Task inputs Block Start
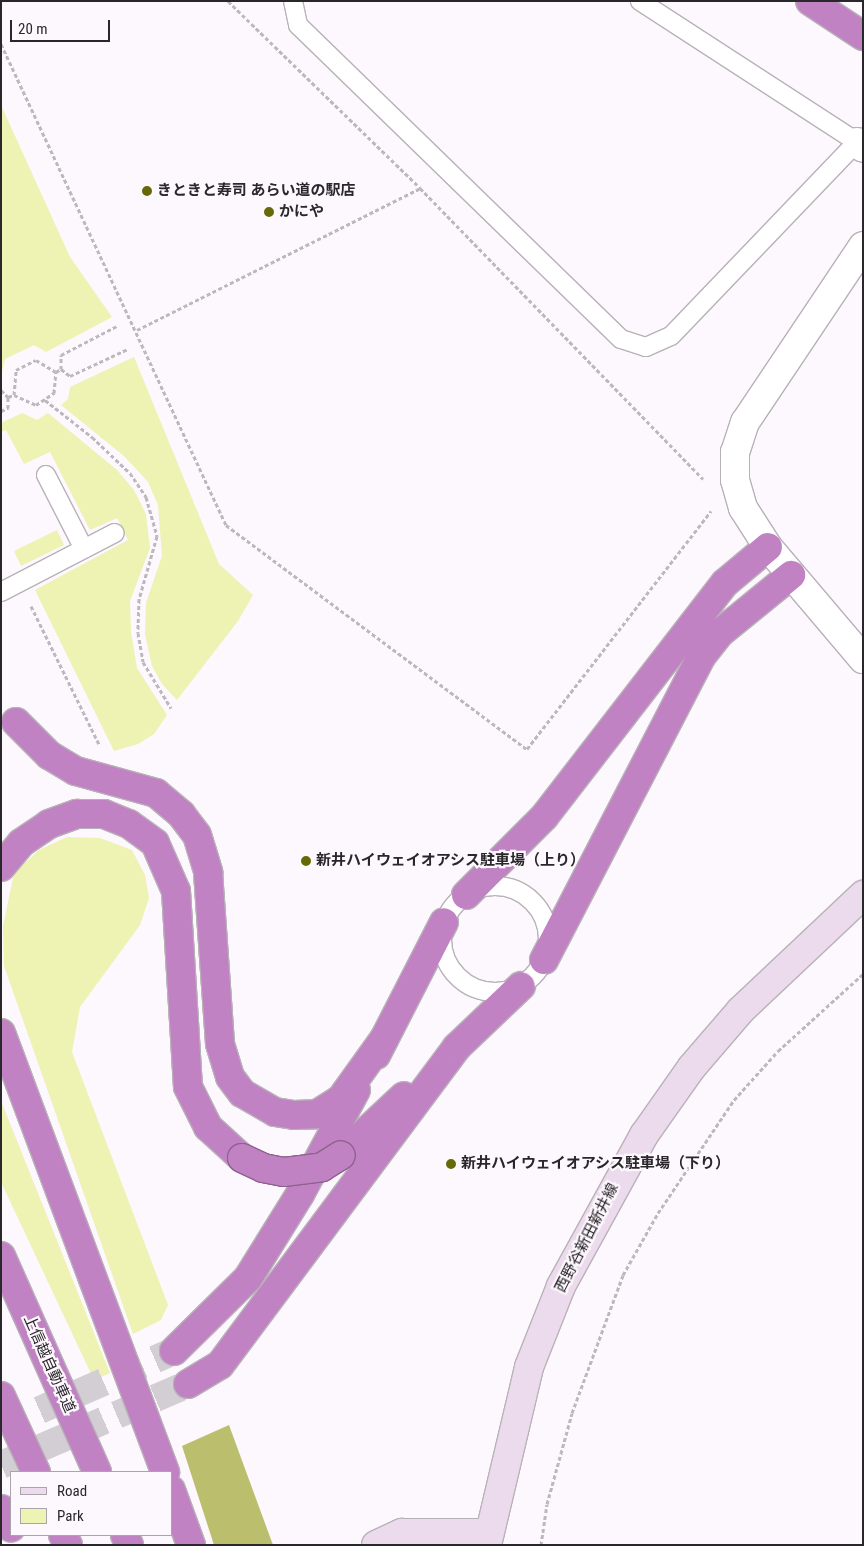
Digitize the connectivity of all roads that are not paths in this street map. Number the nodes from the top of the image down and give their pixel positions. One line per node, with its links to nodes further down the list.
1 (292, 1): 5 (lane)
2 (640, 1): 5 (lane)
3 (810, 1): 4 (highway)
4 (863, 36)
5 (860, 145)
6 (863, 246): 9 (street)
7 (46, 475): 10 (lane)
8 (115, 533): 10 (lane)
9 (768, 546): 11 (street); 16 (highway)
10 (84, 549): 12 (lane)
11 (791, 575): 13 (street); 19 (highway)
12 (1, 592)
13 (863, 659)
14 (16, 722): 22 (highway)
15 (1, 867): 23 (highway, bridge)
16 (466, 895): 18 (lane); 19 (lane)
17 (863, 895): 34 (main road, 西野谷新田新井線)
18 (444, 922): 20 (lane); 22 (highway)
19 (544, 960): 20 (lane)
20 (521, 986): 23 (highway)
21 (1, 1034): 30 (highway)
22 (384, 1039): 25 (highway)
23 (457, 1047): 26 (highway)
24 (1, 1256): 29 (highway, 上信越自動車道)
25 (174, 1351)
26 (188, 1384)
27 (1, 1396): 28 (highway)
28 (36, 1471)
29 (97, 1471)
30 (165, 1471)
31 (172, 1493): 35 (highway)
32 (1, 1509): 33 (highway)
33 (10, 1526)
34 (488, 1539): 36 (main road)
35 (191, 1545)
36 (376, 1545)

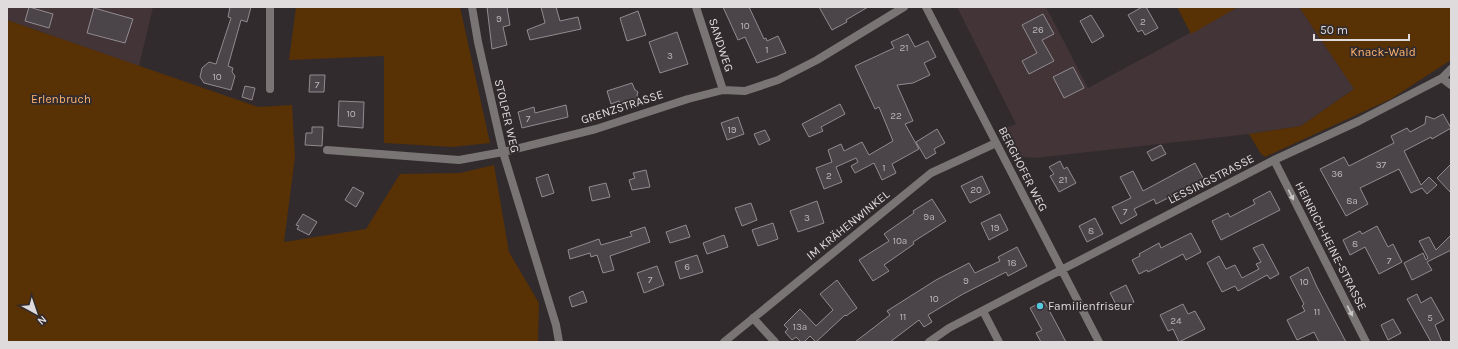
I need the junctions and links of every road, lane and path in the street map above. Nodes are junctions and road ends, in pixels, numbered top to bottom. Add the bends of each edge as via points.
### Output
1 (270, 7) edge
2 (472, 7) edge
3 (696, 7) edge
4 (904, 7) edge
5 (926, 7) edge
6 (1451, 69) edge
7 (1442, 78) junction
8 (1451, 85) edge
9 (270, 89) dead end
10 (723, 90) junction
11 (996, 143) junction
12 (327, 150) dead end
13 (503, 152) junction
14 (1274, 160) junction
15 (1062, 270) junction
16 (983, 311) junction
17 (753, 318) junction
18 (559, 342) edge
19 (724, 342) edge
20 (775, 342) edge
21 (928, 342) edge
22 (999, 342) edge
23 (1099, 342) edge
24 (1366, 342) edge

1 - 9 street
2 - 13 street, STOLPER WEG
3 - 10 street, SANDWEG
4 - 10 street, GRENZSTRASSE via 817,60 778,80 745,90
5 - 11 street, BERGHOFER WEG
6 - 7 street, LESSINGSTRASSE
7 - 8 street
7 - 14 street, LESSINGSTRASSE via 1359,121
10 - 13 street, GRENZSTRASSE via 688,98 596,130
11 - 15 street, BERGHOFER WEG
11 - 17 street, IM KRÄHENWINKEL via 931,173
12 - 13 street, GRENZSTRASSE via 459,160
13 - 18 street, STOLPER WEG
14 - 15 street, LESSINGSTRASSE
14 -> 24 street, HEINRICH-HEINE-STRASSE
15 - 16 street, LESSINGSTRASSE
15 - 23 street, BERGHOFER WEG
16 - 21 street, LESSINGSTRASSE
16 - 22 street
17 - 19 street, IM KRÄHENWINKEL
17 - 20 street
Task inputs Block End
Without any pictures, output exactly the lines from the start of the material through the line that contains "I need the junctions", and only those.

Digitize the connectivity of all roads that are not paths in this street map. Number the nodes from the top of the image down and give their pixel positions. One line per node, with its links to nodes further down the list.
1 (292, 1): 5 (lane)
2 (640, 1): 5 (lane)
3 (810, 1): 4 (highway)
4 (863, 36)
5 (860, 145)
6 (863, 246): 9 (street)
7 (46, 475): 10 (lane)
8 (115, 533): 10 (lane)
9 (768, 546): 11 (street); 16 (highway)
10 (84, 549): 12 (lane)
11 (791, 575): 13 (street); 19 (highway)
12 (1, 592)
13 (863, 659)
14 (16, 722): 22 (highway)
15 (1, 867): 23 (highway, bridge)
16 (466, 895): 18 (lane); 19 (lane)
17 (863, 895): 34 (main road, 西野谷新田新井線)
18 (444, 922): 20 (lane); 22 (highway)
19 (544, 960): 20 (lane)
20 (521, 986): 23 (highway)
21 (1, 1034): 30 (highway)
22 (384, 1039): 25 (highway)
23 (457, 1047): 26 (highway)
24 (1, 1256): 29 (highway, 上信越自動車道)
25 (174, 1351)
26 (188, 1384)
27 (1, 1396): 28 (highway)
28 (36, 1471)
29 (97, 1471)
30 (165, 1471)
31 (172, 1493): 35 (highway)
32 (1, 1509): 33 (highway)
33 (10, 1526)
34 (488, 1539): 36 (main road)
35 (191, 1545)
36 (376, 1545)

I need the junctions and links of every road, lane and path in the street map above. Nodes are junctions and road ends, in pixels, numbered top to bottom. Add the bends of each edge as via points.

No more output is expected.